In 2019, I wrote about how sequencing the genomes of newborns might compromise their privacy if genetic information was not adequately protected…
A Drug Trio for COVID-19: Precedents in Cystic Fibrosis, HIV/AIDS, and Hepatitis C
Teaming treatments has long been a strategy to quell cancer, override mutations, and fight viruses. Will that be a winning strategy against SARS-CoV-2, the virus that causes COVID-19?
Surgery, chemo, and radiation are the traditional triple-punch against cancer, with more recent targeted therapies moving to the frontline. The same road has unfolded for cystic fibrosis (CF).
Fixing Errant Ion Channels
The first treatments for CF were simple: pounding on the chest to dislodge sticky mucus, sprinkling digestive enzymes on applesauce, and using old drugs to combat inflammation and infection.
The new CF drugs that have revolutionized treatment for most patients are small molecules that interact with the malformed ion channels that lie behind the disease.
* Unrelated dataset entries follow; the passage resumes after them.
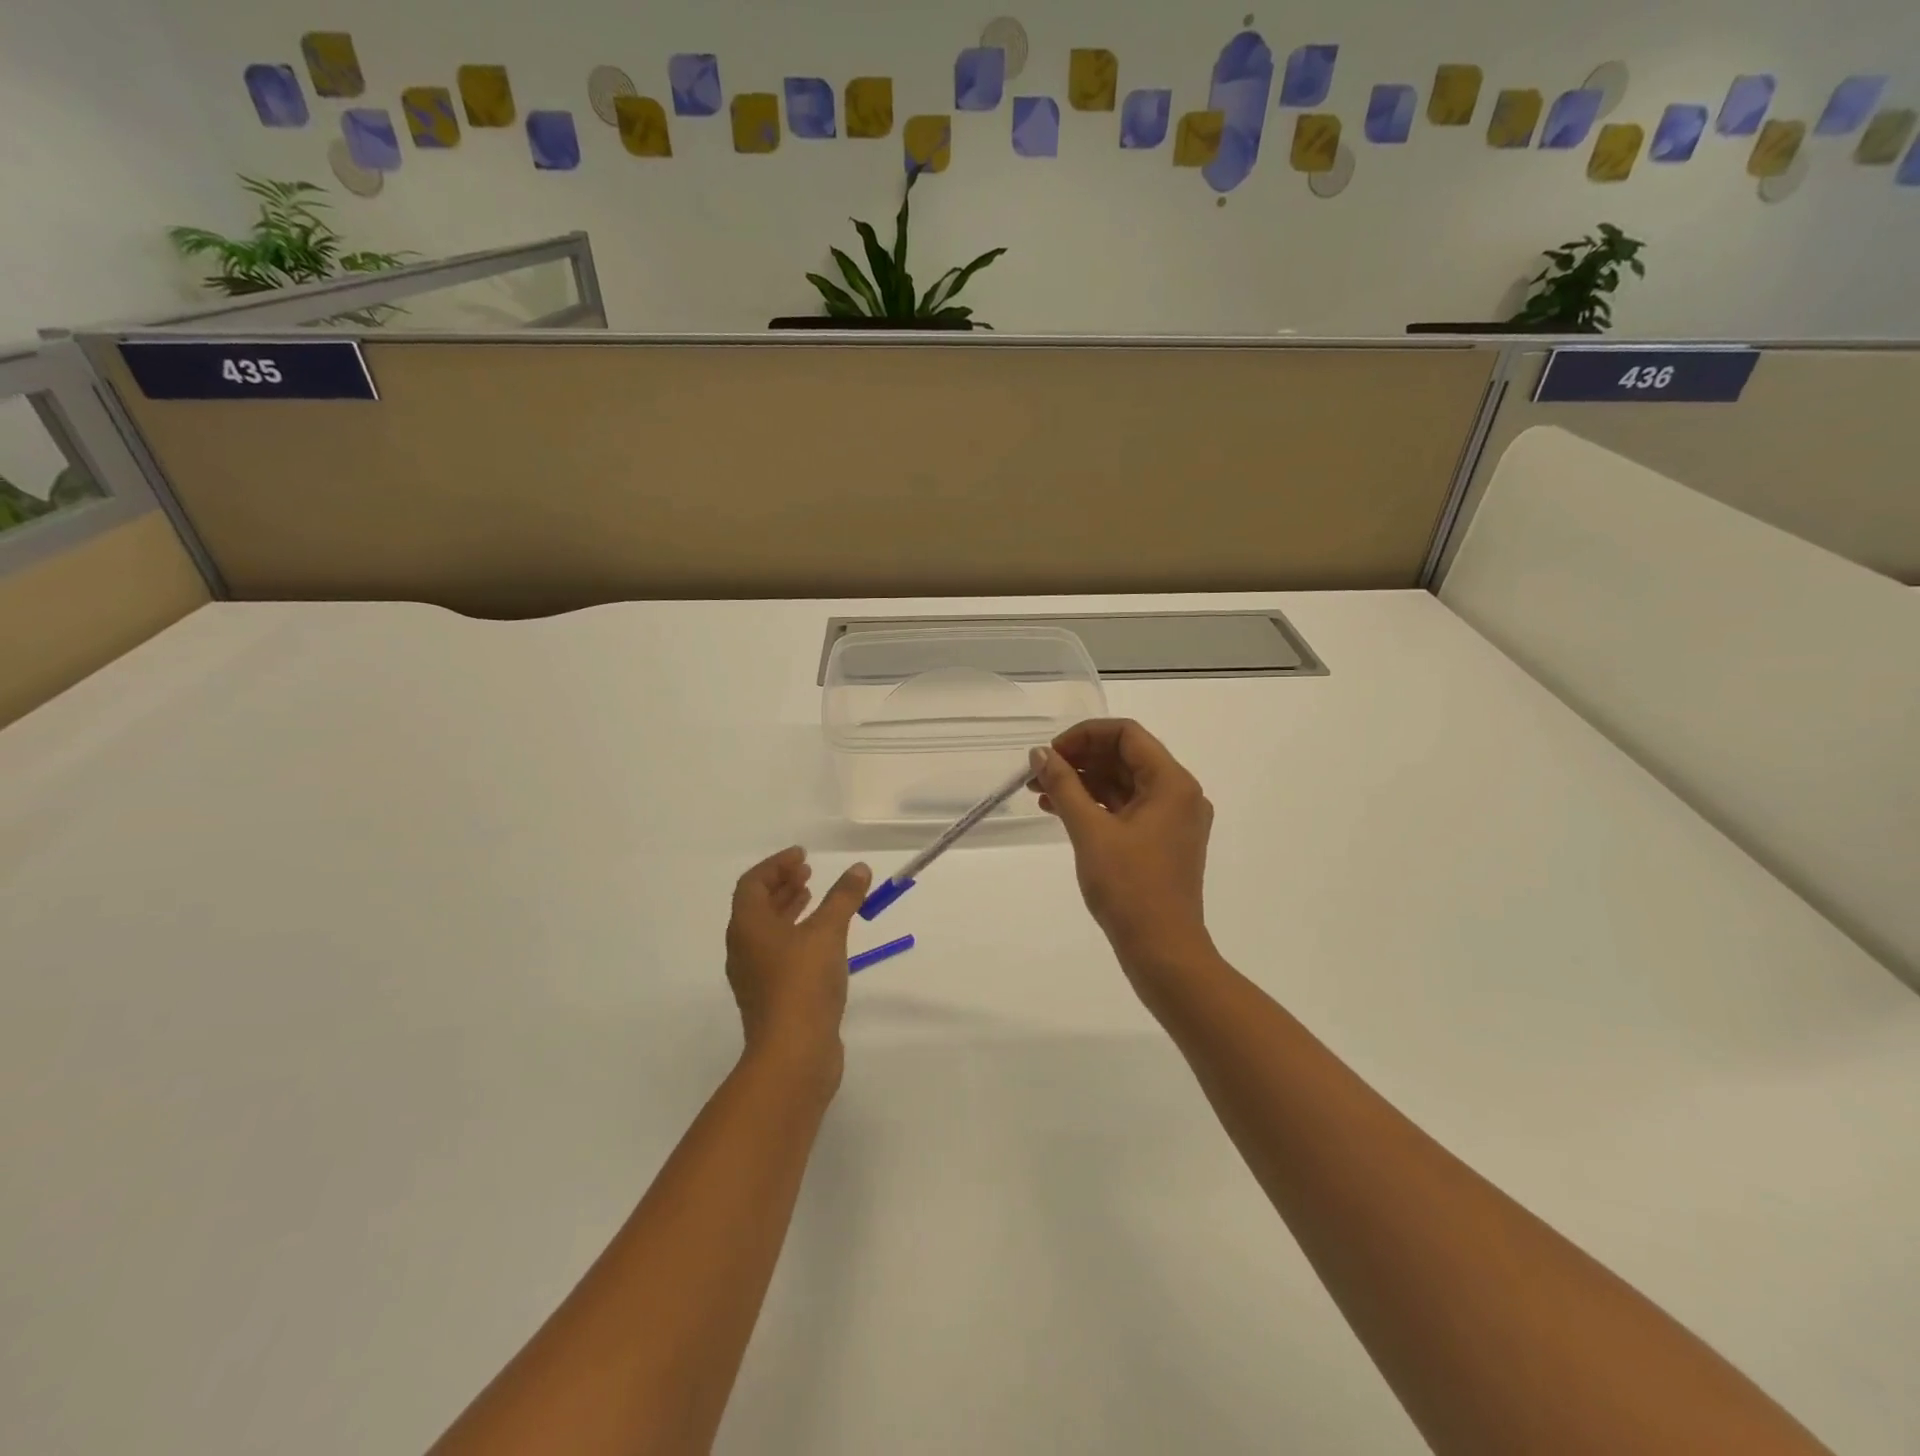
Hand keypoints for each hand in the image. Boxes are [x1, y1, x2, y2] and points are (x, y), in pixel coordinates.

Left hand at [724, 848, 871, 1073]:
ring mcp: (755, 976)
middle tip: (808, 872)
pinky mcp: (771, 997)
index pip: (752, 883)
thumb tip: (859, 869)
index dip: (776, 865)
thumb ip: (843, 898)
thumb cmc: (803, 983)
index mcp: (747, 927)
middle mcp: (744, 948)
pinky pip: (778, 953)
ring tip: (815, 898)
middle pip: (757, 906)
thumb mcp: (828, 932)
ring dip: (788, 909)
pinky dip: (795, 935)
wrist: (793, 1053)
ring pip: (767, 931)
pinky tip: (822, 940)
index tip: (803, 856)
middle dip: (782, 885)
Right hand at [1030, 720, 1215, 974]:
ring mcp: (1172, 819)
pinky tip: (1059, 810)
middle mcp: (1178, 794)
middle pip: (1125, 757)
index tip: (1050, 753)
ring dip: (1083, 783)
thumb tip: (1041, 753)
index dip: (1084, 736)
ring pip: (1123, 784)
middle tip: (1038, 773)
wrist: (1162, 951)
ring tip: (1040, 792)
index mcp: (1172, 782)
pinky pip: (1126, 809)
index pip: (1126, 734)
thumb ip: (1064, 786)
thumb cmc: (1129, 887)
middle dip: (1079, 760)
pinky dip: (1095, 805)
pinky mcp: (1161, 841)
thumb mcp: (1090, 831)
The channels are tiny tubes built of cells festooned with proteins that regulate the balance of water and salts in many body parts – hence the diverse symptoms of breathing difficulty, poor fat digestion, salty sweat, lung infections, and male infertility.
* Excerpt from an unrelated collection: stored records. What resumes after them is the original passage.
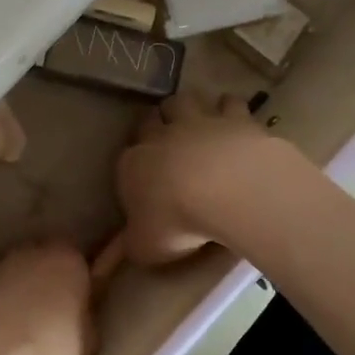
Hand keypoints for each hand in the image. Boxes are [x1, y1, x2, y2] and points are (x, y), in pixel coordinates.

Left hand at [0, 242, 95, 354]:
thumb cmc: (50, 345)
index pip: (80, 263)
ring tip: (21, 327)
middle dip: (49, 283)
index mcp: (69, 258)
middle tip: (52, 317)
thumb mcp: (88, 340)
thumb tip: (78, 316)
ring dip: (20, 293)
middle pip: (46, 262)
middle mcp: (34, 250)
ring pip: (17, 275)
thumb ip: (85, 318)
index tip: (78, 307)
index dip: (80, 286)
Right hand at [115, 91, 296, 265]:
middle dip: (158, 125)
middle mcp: (161, 136)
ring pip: (185, 100)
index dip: (135, 163)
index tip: (143, 175)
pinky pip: (230, 103)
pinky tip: (236, 121)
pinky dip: (230, 108)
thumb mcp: (145, 247)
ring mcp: (199, 122)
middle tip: (169, 141)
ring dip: (189, 108)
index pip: (127, 156)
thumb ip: (131, 245)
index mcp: (133, 165)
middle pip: (152, 118)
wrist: (227, 191)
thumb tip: (118, 254)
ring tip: (199, 123)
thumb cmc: (176, 222)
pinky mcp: (236, 118)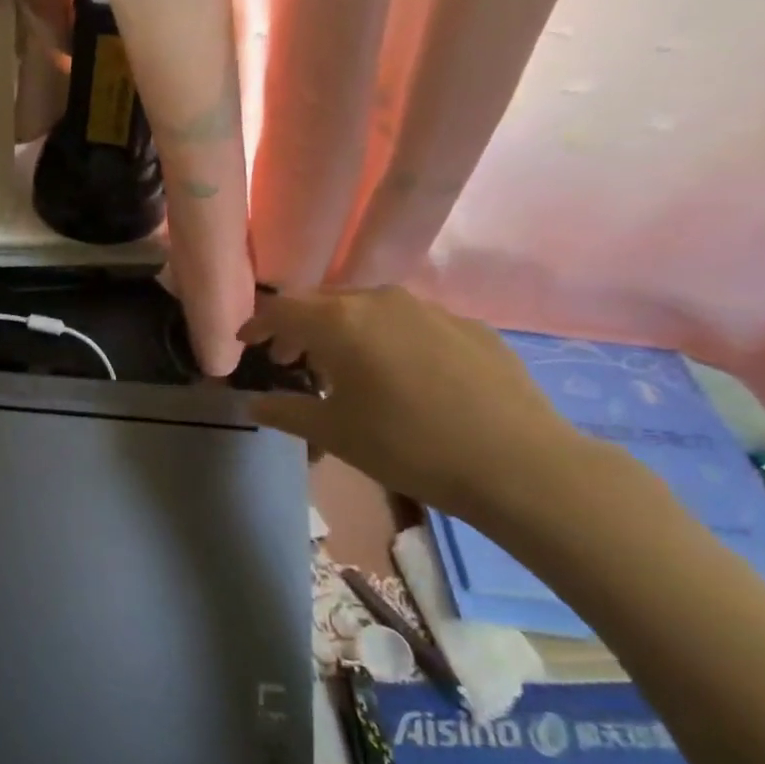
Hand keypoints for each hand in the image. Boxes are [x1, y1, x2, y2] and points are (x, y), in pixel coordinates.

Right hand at [239, 287, 590, 523]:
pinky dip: (388, 338)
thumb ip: (284, 410)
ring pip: (368, 308)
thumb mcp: (333, 432)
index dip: (257, 324)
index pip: (280, 309)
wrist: (518, 463)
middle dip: (299, 327)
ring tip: (343, 366)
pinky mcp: (468, 325)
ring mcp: (429, 308)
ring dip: (343, 330)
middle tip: (289, 359)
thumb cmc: (407, 445)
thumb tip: (254, 402)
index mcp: (340, 321)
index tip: (246, 344)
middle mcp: (380, 300)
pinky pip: (410, 322)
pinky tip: (400, 374)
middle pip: (323, 302)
The new drugs work in three related ways.
The first, ivacaftor (Kalydeco), approved in 2012, treats the 5 percent of patients with a certain mutation, G551D. The drug unfurls and refolds ion channel proteins that stay stuck at the cell surface from within, like hitting a ceiling.
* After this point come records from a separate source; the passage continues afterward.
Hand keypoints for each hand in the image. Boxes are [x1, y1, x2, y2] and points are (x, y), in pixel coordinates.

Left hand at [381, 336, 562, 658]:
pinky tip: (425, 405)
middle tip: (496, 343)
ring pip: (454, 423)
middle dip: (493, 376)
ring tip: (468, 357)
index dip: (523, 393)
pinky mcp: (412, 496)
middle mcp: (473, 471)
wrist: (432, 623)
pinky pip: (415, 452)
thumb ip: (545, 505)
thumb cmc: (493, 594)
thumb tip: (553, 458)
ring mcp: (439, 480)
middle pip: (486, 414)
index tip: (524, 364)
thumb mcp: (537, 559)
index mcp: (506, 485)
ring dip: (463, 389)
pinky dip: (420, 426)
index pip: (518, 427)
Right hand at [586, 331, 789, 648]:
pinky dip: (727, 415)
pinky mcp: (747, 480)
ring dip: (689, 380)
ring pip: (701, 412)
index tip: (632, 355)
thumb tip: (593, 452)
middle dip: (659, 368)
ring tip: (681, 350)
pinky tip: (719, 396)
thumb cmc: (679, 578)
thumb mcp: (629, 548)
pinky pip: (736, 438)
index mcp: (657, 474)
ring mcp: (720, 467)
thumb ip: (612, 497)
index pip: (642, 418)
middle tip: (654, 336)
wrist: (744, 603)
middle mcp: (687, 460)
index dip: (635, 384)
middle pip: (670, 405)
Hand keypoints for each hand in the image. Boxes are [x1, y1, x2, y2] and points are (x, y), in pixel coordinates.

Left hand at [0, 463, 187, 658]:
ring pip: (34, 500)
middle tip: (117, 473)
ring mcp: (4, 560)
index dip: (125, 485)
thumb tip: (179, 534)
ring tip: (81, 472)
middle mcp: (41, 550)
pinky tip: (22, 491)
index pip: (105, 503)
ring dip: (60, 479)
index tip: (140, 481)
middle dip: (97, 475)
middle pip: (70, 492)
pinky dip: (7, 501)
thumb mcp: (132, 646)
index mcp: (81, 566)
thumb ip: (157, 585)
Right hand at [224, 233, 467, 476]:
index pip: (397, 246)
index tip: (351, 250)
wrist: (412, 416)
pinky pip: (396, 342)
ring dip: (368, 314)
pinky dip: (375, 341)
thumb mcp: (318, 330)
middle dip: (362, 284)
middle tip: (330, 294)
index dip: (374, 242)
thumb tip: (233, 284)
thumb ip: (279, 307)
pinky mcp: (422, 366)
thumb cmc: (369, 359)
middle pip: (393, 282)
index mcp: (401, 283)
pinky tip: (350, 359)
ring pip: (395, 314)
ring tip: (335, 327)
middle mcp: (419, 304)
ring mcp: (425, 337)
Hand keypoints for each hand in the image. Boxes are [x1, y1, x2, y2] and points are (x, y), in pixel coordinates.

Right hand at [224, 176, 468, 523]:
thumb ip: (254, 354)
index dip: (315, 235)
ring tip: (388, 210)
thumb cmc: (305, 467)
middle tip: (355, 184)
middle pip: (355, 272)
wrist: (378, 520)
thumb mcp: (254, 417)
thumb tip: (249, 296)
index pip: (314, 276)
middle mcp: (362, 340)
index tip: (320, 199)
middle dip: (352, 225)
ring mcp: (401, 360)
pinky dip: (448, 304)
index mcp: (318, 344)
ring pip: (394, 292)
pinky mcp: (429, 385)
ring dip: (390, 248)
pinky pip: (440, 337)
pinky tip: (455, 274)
In 2018 came a second drug, tezacaftor, the duo dubbed Symdeko and prescribed for patients with two copies of the most common mutation. The second drug anchors ion channels at the cell surface long enough for them to allow salts back and forth.
In 2019 came the third CF drug, elexacaftor (Trikafta), for patients who have one common mutation plus another that shortens the ion channel proteins. The third drug enables cells to bypass that mutation.
The daily trio of pills vanquishes CF symptoms, although not the underlying mutations that can pass to the next generation.
Three Strikes and HIV/AIDS is Out
To develop the first HIV/AIDS drugs, researchers at the National Institutes of Health reached into their bag of pharmaceutical possibilities to see what made sense to cripple viral enzymes.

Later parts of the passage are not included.